Top of Material provided

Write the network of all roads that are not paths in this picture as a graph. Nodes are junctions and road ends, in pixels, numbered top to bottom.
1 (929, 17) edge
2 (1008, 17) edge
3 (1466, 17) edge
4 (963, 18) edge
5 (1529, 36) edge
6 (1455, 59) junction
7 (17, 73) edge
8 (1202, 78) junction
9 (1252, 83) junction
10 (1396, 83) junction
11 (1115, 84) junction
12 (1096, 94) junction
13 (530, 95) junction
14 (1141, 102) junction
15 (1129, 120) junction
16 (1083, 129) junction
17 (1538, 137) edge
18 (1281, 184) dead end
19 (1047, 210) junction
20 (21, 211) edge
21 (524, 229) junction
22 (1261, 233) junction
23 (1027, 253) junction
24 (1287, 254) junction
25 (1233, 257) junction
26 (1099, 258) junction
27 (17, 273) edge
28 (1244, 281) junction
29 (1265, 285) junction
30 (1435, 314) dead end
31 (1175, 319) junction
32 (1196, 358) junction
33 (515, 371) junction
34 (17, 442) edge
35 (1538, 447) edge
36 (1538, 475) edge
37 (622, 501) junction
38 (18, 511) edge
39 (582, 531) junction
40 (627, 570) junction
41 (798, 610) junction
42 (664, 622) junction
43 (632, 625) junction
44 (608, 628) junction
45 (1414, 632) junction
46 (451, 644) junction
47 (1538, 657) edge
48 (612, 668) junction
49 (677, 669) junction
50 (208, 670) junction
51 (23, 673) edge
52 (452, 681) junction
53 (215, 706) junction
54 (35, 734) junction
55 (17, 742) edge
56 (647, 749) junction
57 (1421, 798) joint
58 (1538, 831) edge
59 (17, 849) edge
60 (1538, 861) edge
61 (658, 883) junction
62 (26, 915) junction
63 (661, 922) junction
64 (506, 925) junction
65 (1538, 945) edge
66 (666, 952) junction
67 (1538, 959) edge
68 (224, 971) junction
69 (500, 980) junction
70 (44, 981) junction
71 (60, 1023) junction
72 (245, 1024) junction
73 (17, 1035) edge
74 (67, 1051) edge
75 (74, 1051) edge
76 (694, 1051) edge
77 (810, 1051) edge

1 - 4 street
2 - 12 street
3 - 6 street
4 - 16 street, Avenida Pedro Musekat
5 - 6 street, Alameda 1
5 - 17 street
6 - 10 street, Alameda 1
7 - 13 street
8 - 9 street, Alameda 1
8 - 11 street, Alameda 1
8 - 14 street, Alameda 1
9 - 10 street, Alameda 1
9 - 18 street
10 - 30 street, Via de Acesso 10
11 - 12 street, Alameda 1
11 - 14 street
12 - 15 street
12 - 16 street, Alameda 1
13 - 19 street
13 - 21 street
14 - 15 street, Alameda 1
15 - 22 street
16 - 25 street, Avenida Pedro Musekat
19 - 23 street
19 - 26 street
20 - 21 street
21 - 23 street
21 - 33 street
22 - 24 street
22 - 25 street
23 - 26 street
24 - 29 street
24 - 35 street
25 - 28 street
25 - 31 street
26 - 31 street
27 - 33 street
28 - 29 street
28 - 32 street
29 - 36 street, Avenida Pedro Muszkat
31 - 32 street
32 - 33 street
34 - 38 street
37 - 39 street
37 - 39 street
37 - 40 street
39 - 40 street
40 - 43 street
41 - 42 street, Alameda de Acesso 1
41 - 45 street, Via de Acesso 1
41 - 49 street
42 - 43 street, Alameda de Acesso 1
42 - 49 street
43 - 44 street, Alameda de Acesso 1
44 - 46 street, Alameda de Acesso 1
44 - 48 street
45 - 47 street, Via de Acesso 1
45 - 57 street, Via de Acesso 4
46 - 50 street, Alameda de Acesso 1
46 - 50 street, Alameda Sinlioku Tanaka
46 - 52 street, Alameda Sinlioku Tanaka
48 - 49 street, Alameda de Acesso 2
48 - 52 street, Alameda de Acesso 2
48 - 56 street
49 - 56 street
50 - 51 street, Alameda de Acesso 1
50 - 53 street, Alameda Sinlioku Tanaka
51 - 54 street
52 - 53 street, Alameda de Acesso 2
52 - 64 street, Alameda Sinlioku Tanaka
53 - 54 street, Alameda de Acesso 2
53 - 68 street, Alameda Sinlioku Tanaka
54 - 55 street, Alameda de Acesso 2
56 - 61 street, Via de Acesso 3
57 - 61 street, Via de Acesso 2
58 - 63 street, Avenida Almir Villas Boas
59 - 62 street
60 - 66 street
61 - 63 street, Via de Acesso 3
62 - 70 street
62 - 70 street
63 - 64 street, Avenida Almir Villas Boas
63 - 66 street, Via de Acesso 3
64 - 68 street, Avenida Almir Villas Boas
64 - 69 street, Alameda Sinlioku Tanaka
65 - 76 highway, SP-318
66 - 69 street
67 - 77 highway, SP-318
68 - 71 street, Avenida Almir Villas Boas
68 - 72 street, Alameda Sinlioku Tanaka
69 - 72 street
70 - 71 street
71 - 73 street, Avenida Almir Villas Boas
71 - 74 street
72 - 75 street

Bottom of Material provided

■ **Your objective**
Copy every line in the entries above that has the string "Villas" in it.

■ **Written answer**
58 - 63 street, Avenida Almir Villas Boas
63 - 64 street, Avenida Almir Villas Boas
64 - 68 street, Avenida Almir Villas Boas
68 - 71 street, Avenida Almir Villas Boas
71 - 73 street, Avenida Almir Villas Boas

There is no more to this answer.